ALLENTOWN – Dylan Cozens is in the same place he was a year ago and, still, he is in a far better place.
In a perfect world, the 23-year-old slugger would have moved in unison to the major leagues with fellow bash brother Rhys Hoskins last season. Instead, Cozens struggled mightily in his first year at triple-A Lehigh Valley while Hoskins continued to soar all the way to Philadelphia.
Forced to return to the land of the IronPigs, Cozens faced the test that so many minor leaguers – and major leaguers, for that matter – must conquer.
“Part of development is failure and dealing with failure and making adjustments,” Phillies director of player development Joe Jordan said before a recent Lehigh Valley game at Coca-Cola Park. “Guys don’t just show up in the big leagues and hit. They go through their struggles in the minor leagues. They learn themselves, they learn what adjustments they need to make, and they learn what drills they need to do to get their swing tuned in.”
It appears as if those lessons are starting to sink in for Cozens. Through Wednesday’s game, a 2-0 Lehigh Valley win over Pawtucket, he was hitting .267 with seven home runs, 18 RBIs, a .363 on-base percentage, and .877 OPS. The seven homers were tied for the International League lead through Tuesday’s games, and his OPS ranked 10th.
But when you listen to Cozens, you understand why baseball is as much about the mind as it is the body.
“I wanted to do everything I could to succeed this year, and I went into [spring training] with an approach that I thought was going to help me put the ball in play more,” Cozens said.
That sounded reasonable given the fact Cozens struck out 194 times in 542 at-bats last season, a 35.7 percent strikeout rate that severely limited his chances of reaching the big leagues.
“I tried to shorten up my swing, shorten up my stride, shorten up everything, and I tried to put the ball in play, and it just didn’t feel right,” Cozens said.
Phillies first-year hitting coach John Mallee saw what Cozens was doing early in spring training and ordered him to stop.
“That’s not who you are,” Mallee told Cozens. “That’s not your swing. You need to be punishing balls in the zone. You shouldn’t just be putting balls in play.”
Spring training did not go well for Cozens. He had four hits in 23 at-bats and struck out 11 times in big-league camp before being optioned to the minor-league camp. When Cozens opened the Lehigh Valley season with two hits and 10 strikeouts in his first 15 at-bats, he was worried.
“I was so lost that I really was thinking, ‘OK, here we go again, here comes another bad year,’ ” Cozens said. “Then one day I just started relaxing. Physically, I tried to be relaxed as I could, but mentally, I wanted to get back to attacking the baseball.”
Cozens also made a mechanical adjustment.
“I kind of lowered my hands a little,” he said. “I had been trying to hold my hands high because every time I’d swing and miss it was because I was under the ball. I just kept putting my hands higher and higher and higher, and it didn’t work. So now I drop my hands low and they’re relaxed and I feel like they’re quicker.
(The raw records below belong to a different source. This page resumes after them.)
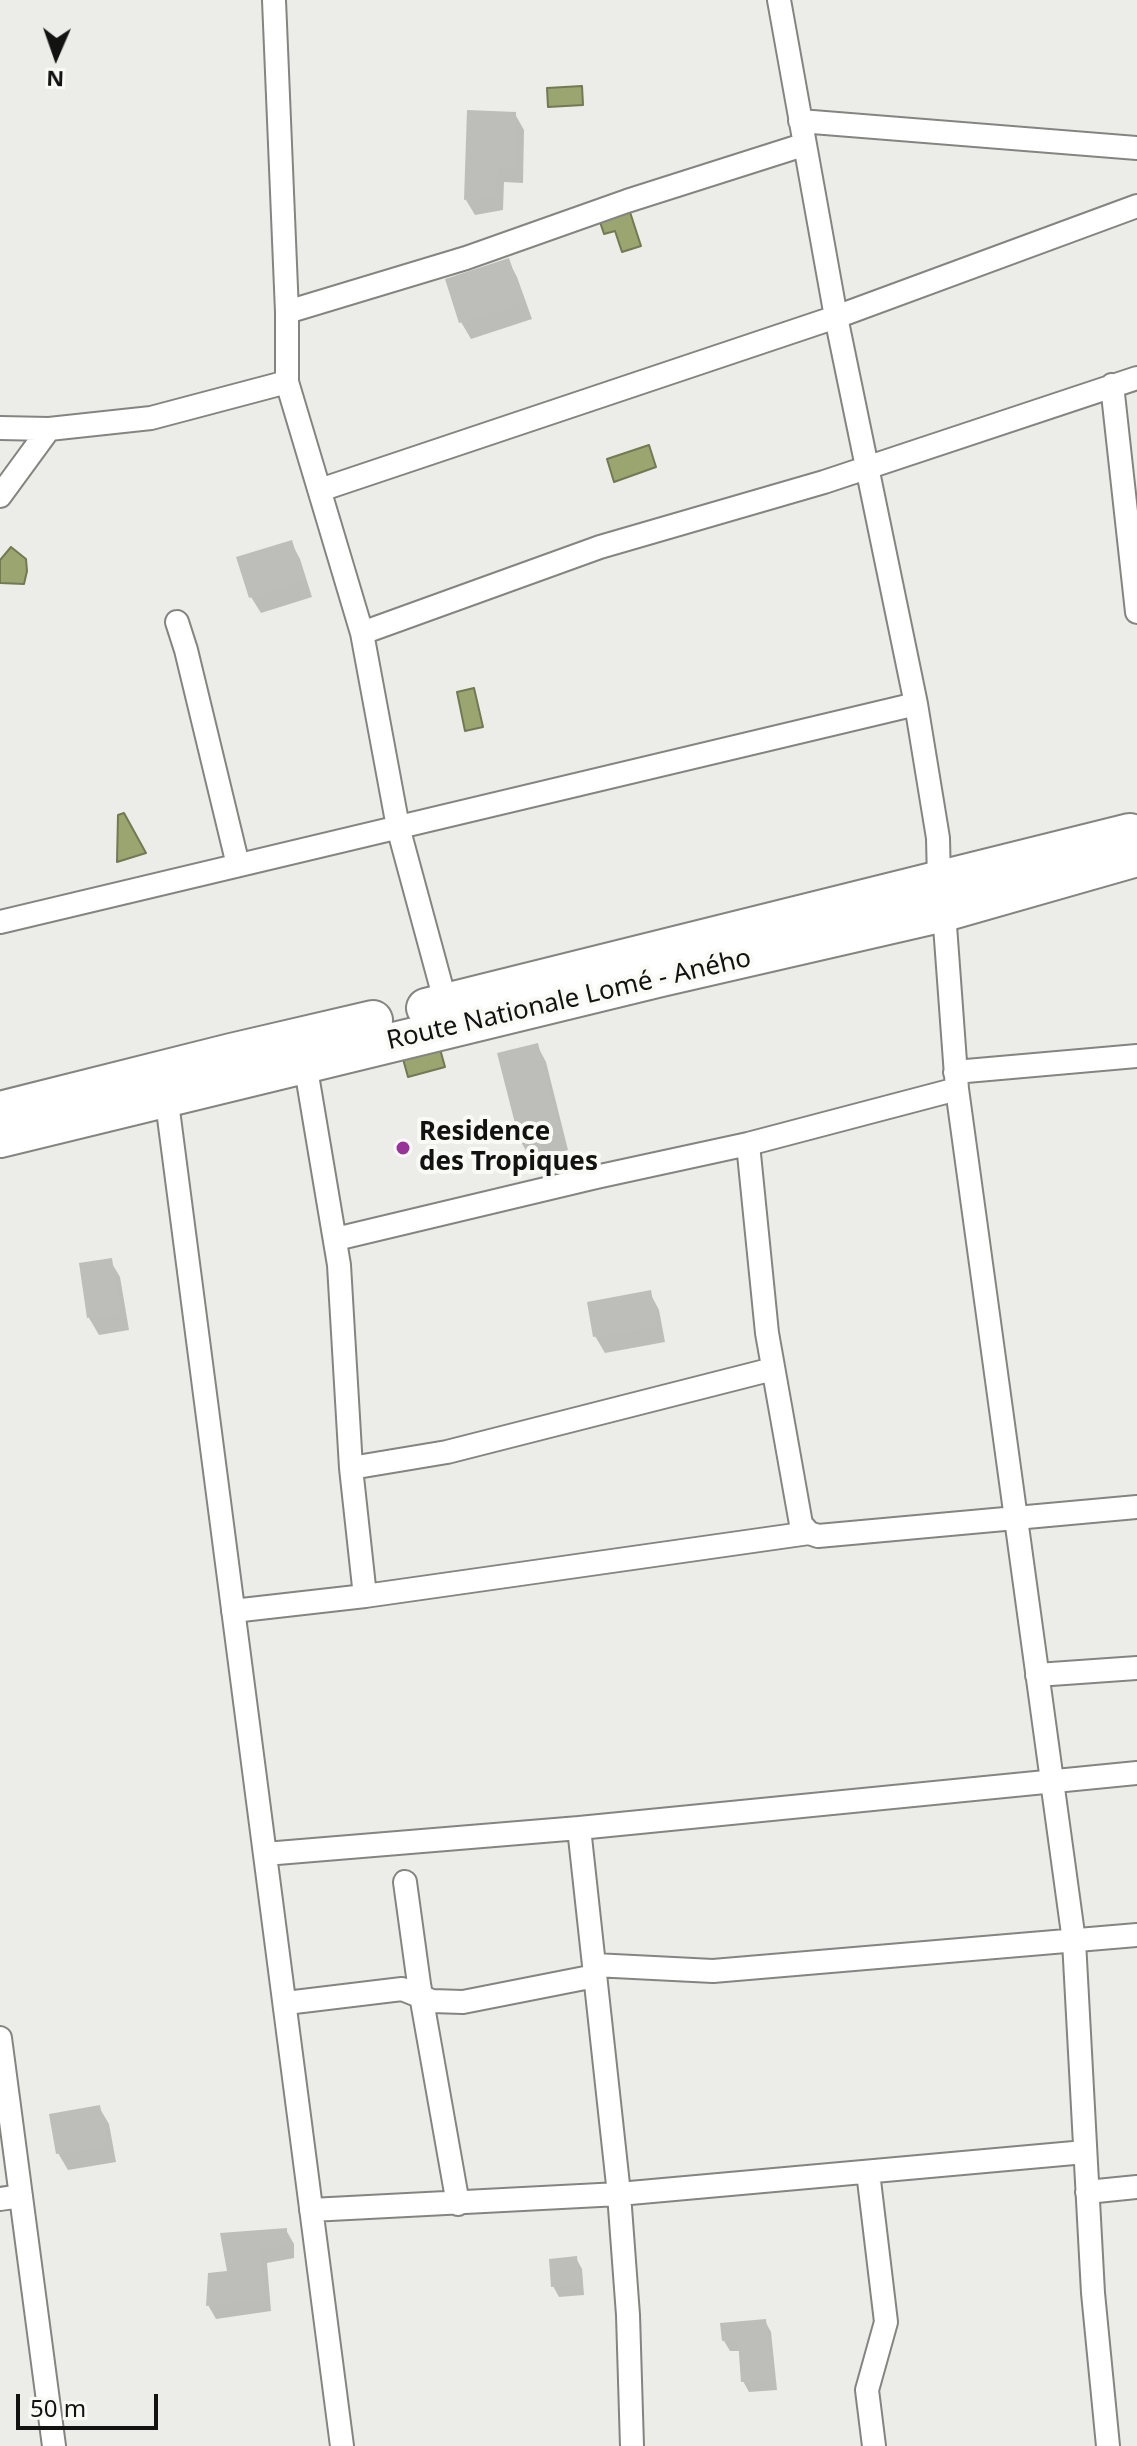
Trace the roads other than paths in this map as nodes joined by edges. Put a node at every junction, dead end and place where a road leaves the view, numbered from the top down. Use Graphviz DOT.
graph roads {
  1 [pos="274,0"];
  2 [pos="779,0"];
  3 [pos="800,121"];
  4 [pos="803,145"];
  5 [pos="1137,148"];
  6 [pos="1137,206"];
  7 [pos="287,312"];
  8 [pos="836,317"];
  9 [pos="1137,378"];
  10 [pos="287,382"];
  11 [pos="1112,385"];
  12 [pos="0,428"];
  13 [pos="49,429"];
  14 [pos="866,468"];
  15 [pos="320,490"];
  16 [pos="0,496"];
  17 [pos="1136,600"];
  18 [pos="177,622"];
  19 [pos="362,633"];
  20 [pos="916,704"];
  21 [pos="398,827"];
  22 [pos="1137,831"];
  23 [pos="1137,857"];
  24 [pos="238,865"];
  25 [pos="941,896"];
  26 [pos="0,922"];
  27 [pos="446,1004"];
  28 [pos="1137,1056"];
  29 [pos="305,1063"];
  30 [pos="956,1081"];
  31 [pos="165,1083"];
  32 [pos="0,1111"];
  33 [pos="0,1138"];
  34 [pos="748,1144"];
  35 [pos="336,1239"];
  36 [pos="773,1369"];
  37 [pos="351,1468"];
  38 [pos="1137,1507"];
  39 [pos="1015,1517"];
  40 [pos="809,1533"];
  41 [pos="365,1596"];
  42 [pos="233,1611"];
  43 [pos="1137,1668"];
  44 [pos="1037,1675"];
  45 [pos="1137,1773"];
  46 [pos="1052,1780"];
  47 [pos="579,1828"];
  48 [pos="265,1854"];
  49 [pos="405,1882"];
  50 [pos="1137,1935"];
  51 [pos="1074,1941"];
  52 [pos="594,1971"];
  53 [pos="422,1997"];
  54 [pos="286,2003"];
  55 [pos="0,2038"];
  56 [pos="1085,2152"];
  57 [pos="868,2172"];
  58 [pos="1137,2187"];
  59 [pos="1087,2192"];
  60 [pos="619,2194"];
  61 [pos="11,2198"];
  62 [pos="458,2204"];
  63 [pos="311,2210"];
  64 [pos="54,2446"];
  65 [pos="342,2446"];
  66 [pos="632,2446"];
  67 [pos="874,2446"];
  68 [pos="1108,2446"];
  1 -- 7 [label="street"];
  2 -- 3 [label="street"];
  3 -- 4 [label="street"];
  3 -- 5 [label="street"];
  4 -- 7 [label="street"];
  4 -- 8 [label="street"];
  6 -- 8 [label="street"];
  7 -- 10 [label="street"];
  8 -- 14 [label="street"];
  8 -- 15 [label="street"];
  9 -- 11 [label="street"];
  10 -- 13 [label="street"];
  10 -- 15 [label="street"];
  11 -- 14 [label="street"];
  11 -- 17 [label="street"];
  12 -- 13 [label="street"];
  13 -- 16 [label="street"];
  14 -- 19 [label="street"];
  14 -- 20 [label="street"];
  15 -- 19 [label="street"];
  18 -- 24 [label="street"];
  19 -- 21 [label="street"];
  20 -- 21 [label="street"];
  20 -- 25 [label="street"];
  21 -- 24 [label="street"];
  21 -- 27 [label="street"];
  22 -- 25 [label="highway, Route Nationale Lomé - Aného"];
  23 -- 25 [label="highway, Route Nationale Lomé - Aného"];
  24 -- 26 [label="street"];
  25 -- 27 [label="highway, Route Nationale Lomé - Aného"];
  25 -- 29 [label="highway, Route Nationale Lomé - Aného"];
  25 -- 30 [label="street"];
  27 -- 31 [label="highway, Route Nationale Lomé - Aného"];
  28 -- 30 [label="street"];
  29 -- 31 [label="highway, Route Nationale Lomé - Aného"];
  29 -- 35 [label="street"];
  30 -- 34 [label="street"];
  30 -- 39 [label="street"];
  31 -- 32 [label="highway, Route Nationale Lomé - Aného"];
  31 -- 33 [label="highway, Route Nationale Lomé - Aného"];
  31 -- 42 [label="street"];
  34 -- 35 [label="street"];
  34 -- 36 [label="street"];
  35 -- 37 [label="street"];
  36 -- 37 [label="street"];
  36 -- 40 [label="street"];
  37 -- 41 [label="street"];
  38 -- 39 [label="street"];
  39 -- 40 [label="street"];
  39 -- 44 [label="street"];
  40 -- 41 [label="street"];
  41 -- 42 [label="street"];
  42 -- 48 [label="street"];
  43 -- 44 [label="street"];
  44 -- 46 [label="street"];
  45 -- 46 [label="street"];
  46 -- 47 [label="street"];
  46 -- 51 [label="street"];
  47 -- 48 [label="street"];
  47 -- 52 [label="street"];
  48 -- 54 [label="street"];
  49 -- 53 [label="street"];
  50 -- 51 [label="street"];
  51 -- 52 [label="street"];
  51 -- 56 [label="street"];
  52 -- 53 [label="street"];
  52 -- 60 [label="street"];
  53 -- 54 [label="street"];
  53 -- 62 [label="street"];
  54 -- 63 [label="street"];
  55 -- 61 [label="street"];
  56 -- 57 [label="street"];
  56 -- 59 [label="street"];
  57 -- 60 [label="street"];
  57 -- 67 [label="street"];
  58 -- 59 [label="street"];
  59 -- 68 [label="street"];
  60 -- 62 [label="street"];
  60 -- 66 [label="street"];
  61 -- 64 [label="street"];
  62 -- 63 [label="street"];
  63 -- 65 [label="street"];
}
I’m getting to those fastballs that are up in the zone a lot better, so that is huge for me. That’s where these guys like to pitch me, so that has been a huge adjustment that has definitely made me feel a lot better at the plate.”
Since his 2-for-15 start that was almost devoid of contact, Cozens is hitting .289 with a .369 on-base percentage and .936 OPS in 26 games. He has struck out at a 34.9 percent rate during that stretch, but that’s acceptable if the other numbers remain elevated.
“I think the obvious thing is he’s being more selective,” Jordan said. “He still has some strikeouts, but he is taking his walks and that’s the big thing. He has been more patient. A lot of his strikeouts have been called thirds where he is not necessarily chasing as much out of the zone. When he contacts the baseball, he impacts it, and he has always done that.”
The lefthanded-hitting slugger homered three times a week ago in a game against Syracuse, including a line drive to left-center field on a two-strike pitch from Erick Fedde, the Washington Nationals’ best pitching prospect.
“Dylan has heard me say to him many, many times over the years that one of the best swings in our entire system is when Dylan Cozens hits a double to left-center field,” Jordan said. “Some of his doubles go out of the ballpark to left-center. It happened here on the day he hit the three home runs. The first one was a two-strike, 94-mile-per-hour fastball right on the corner of the plate that he crushed. It looked like a double, and it just went out of the ballpark.”
Cozens, of course, must have consistent success to join Hoskins in the big leagues, but the fact that he is off to a far better start than a year ago is a great sign for him and the Phillies.
“This game can test you and make you start doubting your opinion on players,” Jordan said. “Dylan has shown us everything you need to do to be a good major-league player. He has had his struggles along the way mixed in there, but he didn’t all of a sudden forget how to hit. It looked like it at times last year, but I’m proud of him. He has done a lot of good things the first five weeks.”